I can't believe you left out Cher Ami on the carrier pigeon part, or the Carrington Event on the telegraph, or the Japanese Ku-Go “Death Ray” weapon, or the Transatlantic telegraph cable, or the Transatlantic communications cable, or even the Moscow-Washington hotline and there are several others but I guess you would lose the attention of the audience. Oh and the "Talkies".
So why ARE unused microwave towers still standing? Too much money to take them down? Or left up as potential backup if some future crisis occurs? Or planned to be re-purposed for something else?
@@Charlie-Oooooo Too much money to take them down and some are planned to be re-purposed for something else.
@@ChristianConservativ thank you for replying sir. They sure did build them to last!
As somebody who to this day works on microwave networks.....these are still in use by hundreds of entities in the US alone. They are used in places where laying fiber optic cables would be cost prohibitive or is flat out not allowed (through national parks, etc). This equipment is still manufactured and progressing and is now capable of supporting speeds up to 10Gbps.
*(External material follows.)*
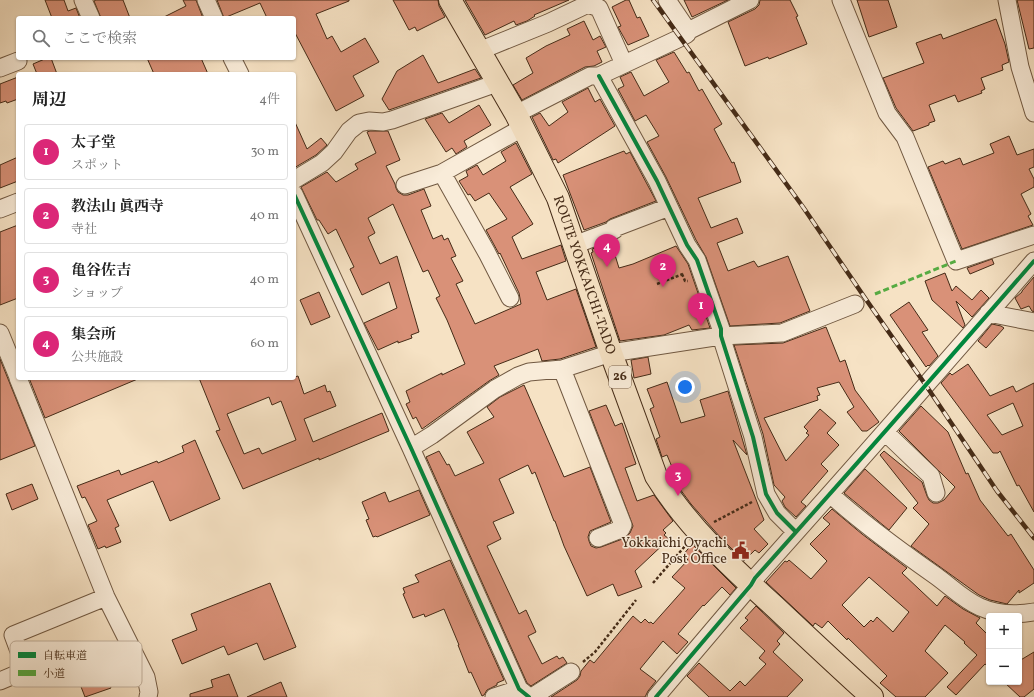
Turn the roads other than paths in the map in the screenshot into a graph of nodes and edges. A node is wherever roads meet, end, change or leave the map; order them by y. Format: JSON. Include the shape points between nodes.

I design word docs for circuits using them sometimes and I hate them lol. They're inventoried in our TIRKS database in all kinds of bullshit ways and we basically have to get told by an engineer a carrier we need to use is some microwave between mountains XD
@@Emily_M81 They function great, but we do all our own documentation in house lol. Hybrid circuits are always a PITA though, I much prefer pure microwave networks overall. As soon as you start introducing fiber inbetween on the circuits it gets way too messy and complicated (from a monitoring standpoint).
I've worked many cell sites linked on mw.
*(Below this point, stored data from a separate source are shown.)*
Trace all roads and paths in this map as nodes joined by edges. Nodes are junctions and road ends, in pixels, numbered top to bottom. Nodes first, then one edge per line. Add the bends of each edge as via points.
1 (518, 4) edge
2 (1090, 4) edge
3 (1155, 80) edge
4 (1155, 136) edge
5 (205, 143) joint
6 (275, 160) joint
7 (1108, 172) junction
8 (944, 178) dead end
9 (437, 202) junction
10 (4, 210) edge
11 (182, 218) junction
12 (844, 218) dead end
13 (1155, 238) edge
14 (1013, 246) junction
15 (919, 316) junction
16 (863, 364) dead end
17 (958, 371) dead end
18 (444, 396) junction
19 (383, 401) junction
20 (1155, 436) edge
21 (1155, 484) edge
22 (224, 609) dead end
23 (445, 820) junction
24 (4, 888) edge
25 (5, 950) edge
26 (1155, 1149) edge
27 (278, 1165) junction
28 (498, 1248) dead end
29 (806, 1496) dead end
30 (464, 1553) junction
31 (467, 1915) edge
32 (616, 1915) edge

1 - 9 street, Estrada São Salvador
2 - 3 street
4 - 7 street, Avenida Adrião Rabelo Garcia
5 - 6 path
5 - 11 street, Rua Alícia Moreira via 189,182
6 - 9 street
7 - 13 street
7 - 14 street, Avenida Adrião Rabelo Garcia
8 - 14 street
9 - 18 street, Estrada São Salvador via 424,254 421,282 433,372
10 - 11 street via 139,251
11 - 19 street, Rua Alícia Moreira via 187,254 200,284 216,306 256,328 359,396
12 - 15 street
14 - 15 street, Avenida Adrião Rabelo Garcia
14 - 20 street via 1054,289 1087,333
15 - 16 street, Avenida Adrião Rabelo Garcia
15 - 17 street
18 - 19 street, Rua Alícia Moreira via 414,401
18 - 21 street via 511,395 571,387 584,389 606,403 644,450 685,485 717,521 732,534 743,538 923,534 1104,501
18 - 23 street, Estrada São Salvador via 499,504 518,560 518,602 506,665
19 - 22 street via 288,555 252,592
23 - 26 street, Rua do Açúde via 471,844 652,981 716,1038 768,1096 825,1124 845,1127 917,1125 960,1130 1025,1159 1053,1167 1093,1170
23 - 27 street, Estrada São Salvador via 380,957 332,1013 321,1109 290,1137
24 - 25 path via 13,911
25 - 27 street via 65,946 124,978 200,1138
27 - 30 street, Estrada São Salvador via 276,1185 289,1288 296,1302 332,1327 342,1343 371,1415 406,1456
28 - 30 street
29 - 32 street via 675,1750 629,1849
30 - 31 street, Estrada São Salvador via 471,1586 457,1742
I live in the desert west of Nevada, grew up in Idaho. Yes. Many of these are still in use. Some are now smaller than they used to be. I am now an ham radio operator. We use similar microwave radios to jump from mountain to mountain for our repeater network. Telecoms still use these older system.
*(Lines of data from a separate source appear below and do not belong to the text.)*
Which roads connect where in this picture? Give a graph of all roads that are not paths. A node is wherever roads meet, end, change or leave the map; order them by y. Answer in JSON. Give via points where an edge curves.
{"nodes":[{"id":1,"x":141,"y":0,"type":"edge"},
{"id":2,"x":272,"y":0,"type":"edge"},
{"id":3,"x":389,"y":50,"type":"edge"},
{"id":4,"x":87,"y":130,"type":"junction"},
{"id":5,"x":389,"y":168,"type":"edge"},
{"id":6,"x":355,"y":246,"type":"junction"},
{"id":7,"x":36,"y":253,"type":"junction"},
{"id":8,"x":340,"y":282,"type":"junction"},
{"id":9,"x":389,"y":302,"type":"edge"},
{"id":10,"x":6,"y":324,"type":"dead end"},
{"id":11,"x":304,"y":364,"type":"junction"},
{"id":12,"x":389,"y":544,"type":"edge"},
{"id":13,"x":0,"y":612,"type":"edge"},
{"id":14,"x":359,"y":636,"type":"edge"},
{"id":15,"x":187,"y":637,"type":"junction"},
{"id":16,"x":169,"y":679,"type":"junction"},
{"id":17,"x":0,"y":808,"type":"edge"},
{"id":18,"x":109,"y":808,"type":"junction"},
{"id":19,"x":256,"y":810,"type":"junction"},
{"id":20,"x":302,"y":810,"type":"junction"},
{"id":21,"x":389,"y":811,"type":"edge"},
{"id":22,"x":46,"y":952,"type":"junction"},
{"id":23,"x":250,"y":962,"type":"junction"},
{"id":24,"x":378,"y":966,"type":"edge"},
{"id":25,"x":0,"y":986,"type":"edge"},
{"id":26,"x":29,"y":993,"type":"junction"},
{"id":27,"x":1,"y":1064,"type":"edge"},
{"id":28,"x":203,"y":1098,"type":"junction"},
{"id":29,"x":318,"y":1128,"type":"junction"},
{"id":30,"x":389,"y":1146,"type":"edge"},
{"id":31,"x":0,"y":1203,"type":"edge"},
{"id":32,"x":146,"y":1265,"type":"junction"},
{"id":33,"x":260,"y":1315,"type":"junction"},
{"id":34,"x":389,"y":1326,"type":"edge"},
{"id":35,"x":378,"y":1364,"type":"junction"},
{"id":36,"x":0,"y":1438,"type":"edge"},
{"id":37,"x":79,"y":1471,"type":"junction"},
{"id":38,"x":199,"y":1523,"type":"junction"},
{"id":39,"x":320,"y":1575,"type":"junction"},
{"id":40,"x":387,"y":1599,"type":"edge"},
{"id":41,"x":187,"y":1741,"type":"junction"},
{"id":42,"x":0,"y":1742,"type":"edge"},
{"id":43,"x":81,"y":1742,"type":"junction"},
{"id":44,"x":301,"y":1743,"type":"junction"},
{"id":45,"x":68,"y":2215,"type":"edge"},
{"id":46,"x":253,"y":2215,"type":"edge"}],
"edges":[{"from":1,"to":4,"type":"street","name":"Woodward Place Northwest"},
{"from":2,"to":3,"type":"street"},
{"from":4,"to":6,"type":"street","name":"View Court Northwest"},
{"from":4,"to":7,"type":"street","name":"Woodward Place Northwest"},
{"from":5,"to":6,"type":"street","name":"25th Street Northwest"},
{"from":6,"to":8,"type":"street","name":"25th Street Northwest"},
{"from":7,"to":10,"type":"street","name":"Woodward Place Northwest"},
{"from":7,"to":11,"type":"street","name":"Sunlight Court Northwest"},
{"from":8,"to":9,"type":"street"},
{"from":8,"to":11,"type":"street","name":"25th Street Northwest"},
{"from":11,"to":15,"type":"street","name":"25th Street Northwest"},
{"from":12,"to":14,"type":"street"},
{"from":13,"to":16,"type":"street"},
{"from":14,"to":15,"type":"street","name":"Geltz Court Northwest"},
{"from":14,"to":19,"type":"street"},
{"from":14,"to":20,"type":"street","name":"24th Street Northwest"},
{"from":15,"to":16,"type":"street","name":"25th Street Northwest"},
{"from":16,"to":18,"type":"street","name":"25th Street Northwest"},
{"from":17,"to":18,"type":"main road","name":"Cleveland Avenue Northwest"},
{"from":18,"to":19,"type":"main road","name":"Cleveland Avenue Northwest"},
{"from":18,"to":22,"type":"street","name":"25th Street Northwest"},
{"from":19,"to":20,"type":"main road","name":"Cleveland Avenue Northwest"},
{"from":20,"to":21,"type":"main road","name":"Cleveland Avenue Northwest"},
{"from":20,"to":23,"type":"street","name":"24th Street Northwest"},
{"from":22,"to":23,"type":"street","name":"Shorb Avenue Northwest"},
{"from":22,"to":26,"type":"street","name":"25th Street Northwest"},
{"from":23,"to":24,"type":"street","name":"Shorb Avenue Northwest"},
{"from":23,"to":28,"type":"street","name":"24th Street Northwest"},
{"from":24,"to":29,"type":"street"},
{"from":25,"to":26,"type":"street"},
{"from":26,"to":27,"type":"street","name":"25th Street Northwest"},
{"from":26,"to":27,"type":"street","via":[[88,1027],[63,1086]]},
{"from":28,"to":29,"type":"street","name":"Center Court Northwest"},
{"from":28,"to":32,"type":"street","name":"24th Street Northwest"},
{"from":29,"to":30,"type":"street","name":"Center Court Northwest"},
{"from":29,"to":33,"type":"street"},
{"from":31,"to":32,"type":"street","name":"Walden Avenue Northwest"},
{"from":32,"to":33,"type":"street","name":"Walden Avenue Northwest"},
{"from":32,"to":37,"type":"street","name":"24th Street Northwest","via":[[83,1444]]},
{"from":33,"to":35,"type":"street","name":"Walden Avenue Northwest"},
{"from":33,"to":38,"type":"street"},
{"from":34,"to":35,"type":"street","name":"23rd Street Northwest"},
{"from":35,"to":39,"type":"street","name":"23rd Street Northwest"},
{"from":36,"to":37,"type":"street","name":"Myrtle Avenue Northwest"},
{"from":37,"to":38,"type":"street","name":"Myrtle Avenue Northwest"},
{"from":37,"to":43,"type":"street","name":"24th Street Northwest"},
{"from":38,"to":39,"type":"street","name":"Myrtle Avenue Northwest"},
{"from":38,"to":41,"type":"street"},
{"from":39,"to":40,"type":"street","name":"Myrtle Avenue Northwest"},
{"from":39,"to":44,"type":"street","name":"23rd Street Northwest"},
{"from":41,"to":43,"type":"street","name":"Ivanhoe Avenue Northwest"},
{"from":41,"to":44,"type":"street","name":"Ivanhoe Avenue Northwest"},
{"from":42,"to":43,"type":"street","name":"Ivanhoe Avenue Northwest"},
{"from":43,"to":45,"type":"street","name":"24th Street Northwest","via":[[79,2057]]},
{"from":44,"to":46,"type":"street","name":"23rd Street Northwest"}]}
How good do those e-band links handle rain?
I worked for a WISP before owning my own. We used one of these in a rural South Louisiana area. Truly remarkable how NO expense was spared in every facet. I had the pleasure of talking for 45minutes with an older Gent that managed this Long Lines Site. These were an overlooked factor in this Nation's infrastructure.
much like the concrete arrows for the early airmail......
When I was born in 1961, Dad took a job with a team that service, upgraded, and installed new Skyway towers. It was one of several teams. Teams had to live in travel trailers of a maximum length, so they could drive in any state by day or night. We were always moving from one tower to another. The teams became VERY close knit. Even after Dad quit when I started school, he kept in touch with old team members for decades.
Nice story. I think the social aspect of government projects is one of the most undervalued benefits they often bring. The relationships forged during these projects are still paying off till this day. Just the Apollo program alone is still paying back this country. Traveling as a youngster must have been quite the adventure during that time period.
My father worked on these, not on site but tuning things in the office. We'd go on a road trip and he knew every tower would be on I-80...
Our Godfather, Robert Shennum, invented Digital with his lab partner while working for Bell Labs. Shennum's unrelated 1954 PhD thesis from Caltech is avail online. Later, Digital Patent owned by AT&T on embedded code multiplex switching credits Shennum and Leonard as co-inventors. "Digital" was coined later.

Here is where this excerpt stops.